As indicated by an earlier report, Yahoo today confirmed it’s working with law enforcement to investigate a data breach which affected the account information of “at least” 500 million users. The company says that the user account information was stolen from its network in late 2014 by what it now believes to be a state-sponsored actor. The stolen information includes people’s names, email addresses, telephone numbers, birth dates, passwords (most hashed with bcrypt), and, in some cases, encrypted or unencrypted responses to security questions and answers.
This makes the data breach one of the most serious to date, given not only who may be behind it, but the nature of the information the attackers were able to access, as well as the scale.

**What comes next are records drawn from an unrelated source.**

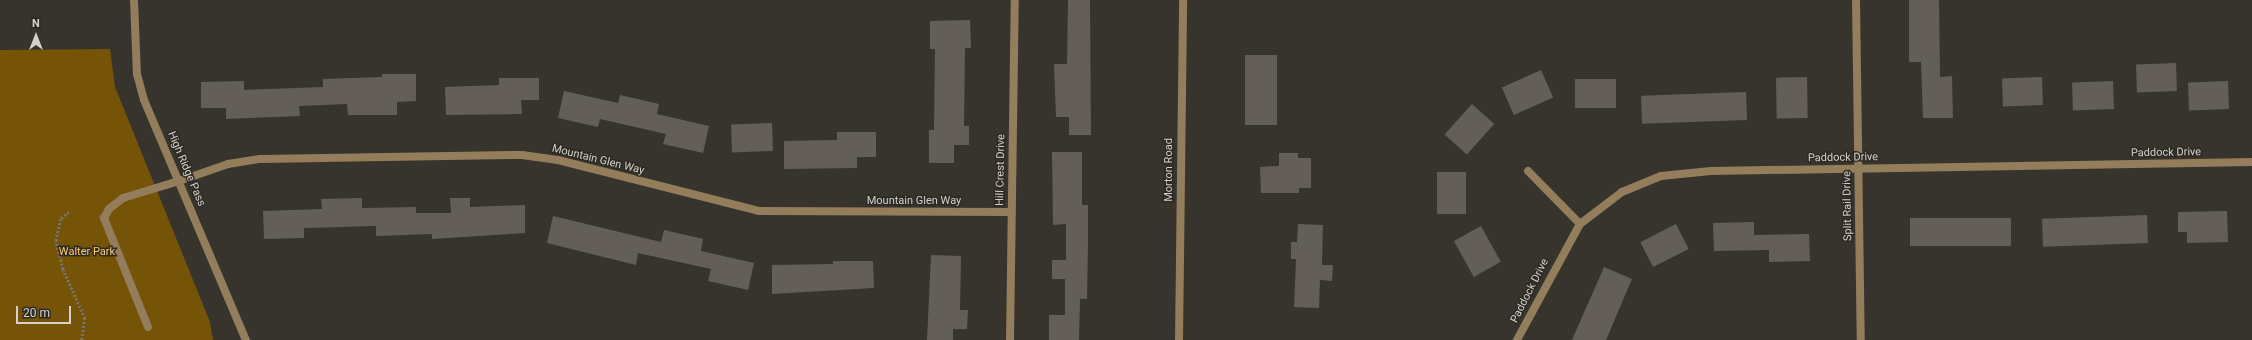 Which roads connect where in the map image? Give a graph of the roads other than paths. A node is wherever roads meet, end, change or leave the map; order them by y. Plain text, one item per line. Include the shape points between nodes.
1 (134, 0) edge
2 (1015, 0) edge
3 (1183, 0) edge
4 (1856, 0) edge
5 (2252, 162) edge
6 (1859, 169) junction
7 (1528, 171) dead end
8 (179, 181) junction
9 (1011, 212) junction
10 (1580, 224) junction
11 (148, 327) dead end
12 (246, 340) edge
13 (1010, 340) edge
14 (1179, 340) edge
15 (1517, 340) edge
16 (1861, 340) edge

1 - 8 street, High Ridge Pass via 137,74
2 - 9 street, Hill Crest Drive
3 - 14 street, Morton Road
4 - 6 street, Split Rail Drive
5 - 6 street, Paddock Drive
6 - 10 street, Paddock Drive via 1680,172 1622,192
6 - 16 street, Split Rail Drive
7 - 10 street
8 - 9 street, Mountain Glen Way via 228,164 261,159 522,155 558,160 759,211
8 - 11 street, Mountain Glen Way via 123,198 109,209 104,218
8 - 12 street, High Ridge Pass
9 - 13 street, Hill Crest Drive
10 - 15 street, Paddock Drive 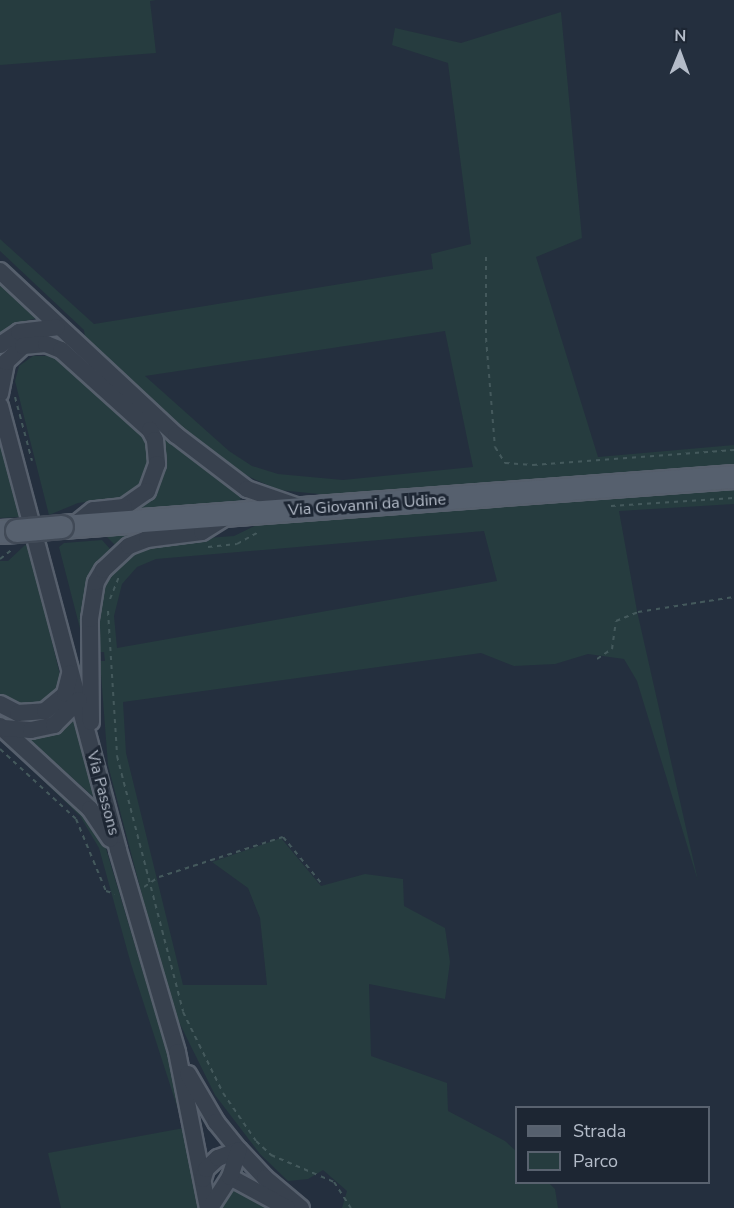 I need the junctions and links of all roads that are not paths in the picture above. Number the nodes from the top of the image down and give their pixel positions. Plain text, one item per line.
1 (0, 271) edge
2 (57, 327) junction
3 (0, 345) edge
4 (6, 390) edge
5 (0, 406) edge
6 (734, 477) edge
7 (308, 510) junction
8 (230, 515) junction
9 (67, 527) junction
10 (9, 531) edge
11 (71, 673) junction
12 (79, 700) junction
13 (0, 704) edge
14 (1, 727) edge
15 (91, 750) junction
16 (118, 850) junction
17 (177, 1052) junction
18 (239, 1150) junction
19 (230, 1177) junction
20 (203, 1179) junction
21 (209, 1208) edge
22 (287, 1208) edge
23 (302, 1208) edge

1 - 2 street
2 - 3 street
2 - 7 street
4 - 9 street
5 - 11 street, Via Passons
6 - 7 main road, Via Giovanni da Udine
7 - 8 main road, Via Giovanni da Udine
8 - 9 main road, Via Giovanni da Udine
8 - 15 street
9 - 10 main road, Via Giovanni da Udine, bridge
11 - 12 street, Via Passons
11 - 13 street
12 - 14 street
12 - 15 street, Via Passons
14 - 16 street
15 - 16 street, Via Passons
16 - 17 street, Via Passons
17 - 18 street
17 - 20 street, Via Passons
18 - 19 street, Via Passons
18 - 20 street
18 - 23 street
19 - 21 street, Via Passons
19 - 22 street
20 - 21 street, Via Passons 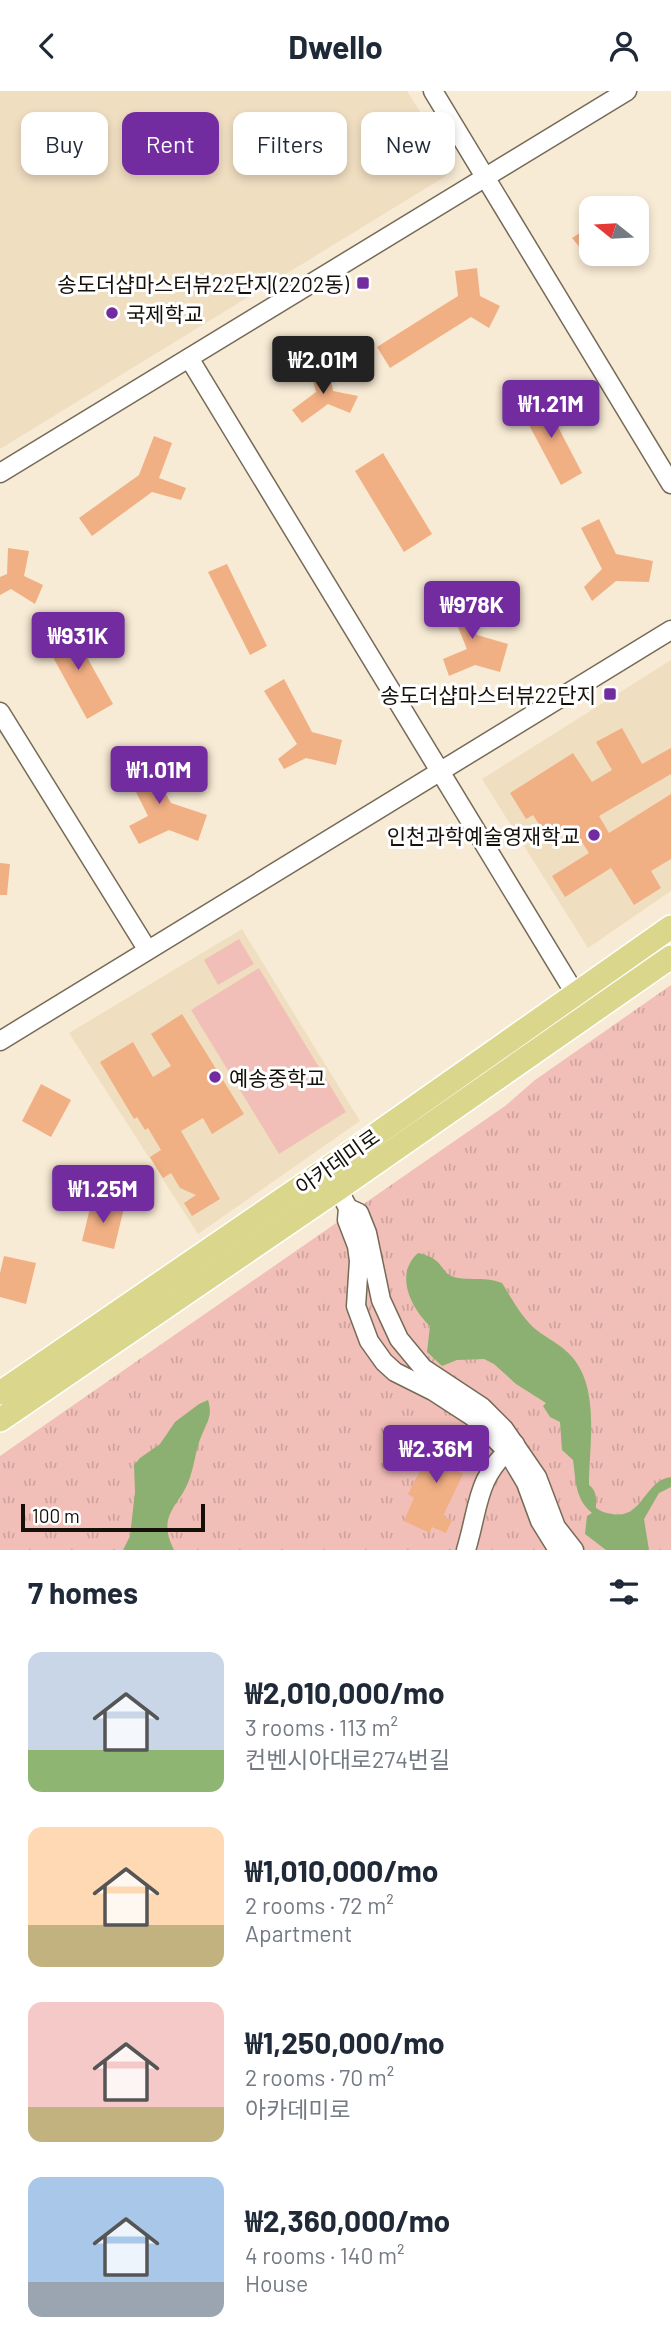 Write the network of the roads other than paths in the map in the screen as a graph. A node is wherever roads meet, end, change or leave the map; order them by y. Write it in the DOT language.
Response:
graph roads {
  1 [pos="433,91"];
  2 [pos="627,91"];
  3 [pos="486,177"];
  4 [pos="189,358"];
  5 [pos="0,473"];
  6 [pos="671,484"];
  7 [pos="671,630"];
  8 [pos="0,712"];
  9 [pos="439,770"];
  10 [pos="671,927"];
  11 [pos="147,949"];
  12 [pos="671,957"];
  13 [pos="575,993"];
  14 [pos="588,1015"];
  15 [pos="0,1041"];
  16 [pos="343,1199"];
  17 [pos="381,1300"];
  18 [pos="356,1305"];
  19 [pos="399,1339"];
  20 [pos="379,1355"];
  21 [pos="4,1399"];
  22 [pos="511,1447"];
  23 [pos="466,1550"];
  24 [pos="558,1550"];
  25 [pos="575,1550"];
  1 -- 3 [label="street"];
  2 -- 3 [label="street"];
  3 -- 4 [label="street"];
  3 -- 6 [label="street"];
  4 -- 5 [label="street"];
  4 -- 9 [label="street"];
  7 -- 9 [label="street"];
  8 -- 11 [label="street"];
  9 -- 11 [label="street"];
  9 -- 13 [label="street"];
  10 -- 13 [label="main road, 아카데미로"];
  11 -- 15 [label="street"];
  12 -- 14 [label="main road, 아카데미로"];
  13 -- 14 [label="street"];
  13 -- 21 [label="main road, 아카데미로"];
  14 -- 16 [label="main road, 아카데미로"];
  16 -- 17 [label="street"];
  16 -- 18 [label="street"];
  16 -- 21 [label="main road, 아카데미로"];
  17 -- 18 [label="street"];
  17 -- 19 [label="street"];
  18 -- 20 [label="street"];
  19 -- 20 [label="street"];
  19 -- 22 [label="street"];
  20 -- 22 [label="street"];
  22 -- 23 [label="street"];
  22 -- 24 [label="street"];
  22 -- 25 [label="street"];
}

With the answers to security questions, a hacker could easily jump through a number of online forms to reset users’ passwords on sites where an additional means of account verification – like two-factor authentication – is not involved.
Yahoo says it has invalidated all the unencrypted security questions and answers so they can’t be used to access a Yahoo account, but of course those same questions are commonly repeated across the web.
However, the attacker did not gain access to unprotected passwords, says Yahoo. Nor were they able to get payment card information or bank account information, as these were housed in a different system that the one that was affected.
The company started notifying affected users beginning at 11:30 AM PDT, and asking them to change their passwords as well as adopt an alternate means of account verification. It will additional ask those who haven’t updated their passwords since 2014 to now do so, too.
Even if you weren’t affected by the breach, Yahoo suggests using Yahoo Account Key, a newer authentication tool that increases security but eliminates the need to use a password.
Yahoo says it’s working with law enforcement on the matter, and that it found no evidence that the state-sponsored actor is currently on its network. However, the investigation is ongoing.
As always following a large-scale breach like this, other hackers will attempt to capitalize on the news for their own ends.
That means you may begin to receive phishing emails that purport to help you reset your password, but will really redirect you to malicious websites where they can more easily capture your personal information. Yahoo cautions users to be on the lookout for any unsolicited emails, and to avoid clicking links or downloading the attachments they may contain.
For those with questions about the breach, there’s now a Yahoo help page dedicated to the topic at https://yahoo.com/security-update. Here, a clickable Q&A offers a basic summary of all the above information, but doesn’t provide any further details about the attack itself. It simply answers questions like “what is a ‘hashed password?’ and ‘was my account affected?’, among other things.
The most helpful content on that site is how to identify a legitimate email from Yahoo. On the Yahoo website or Yahoo Mail app, the email will display a small Yahoo icon to verify the sender. It will also not ask users to click clicks or open attachments.
The disclosure follows Verizon’s announcement that it was acquiring Yahoo’s core business in a $4.8 million deal. (Disclosure: TechCrunch parent AOL is owned by Verizon.) Now it looks like it will be acquiring quite a headache, too.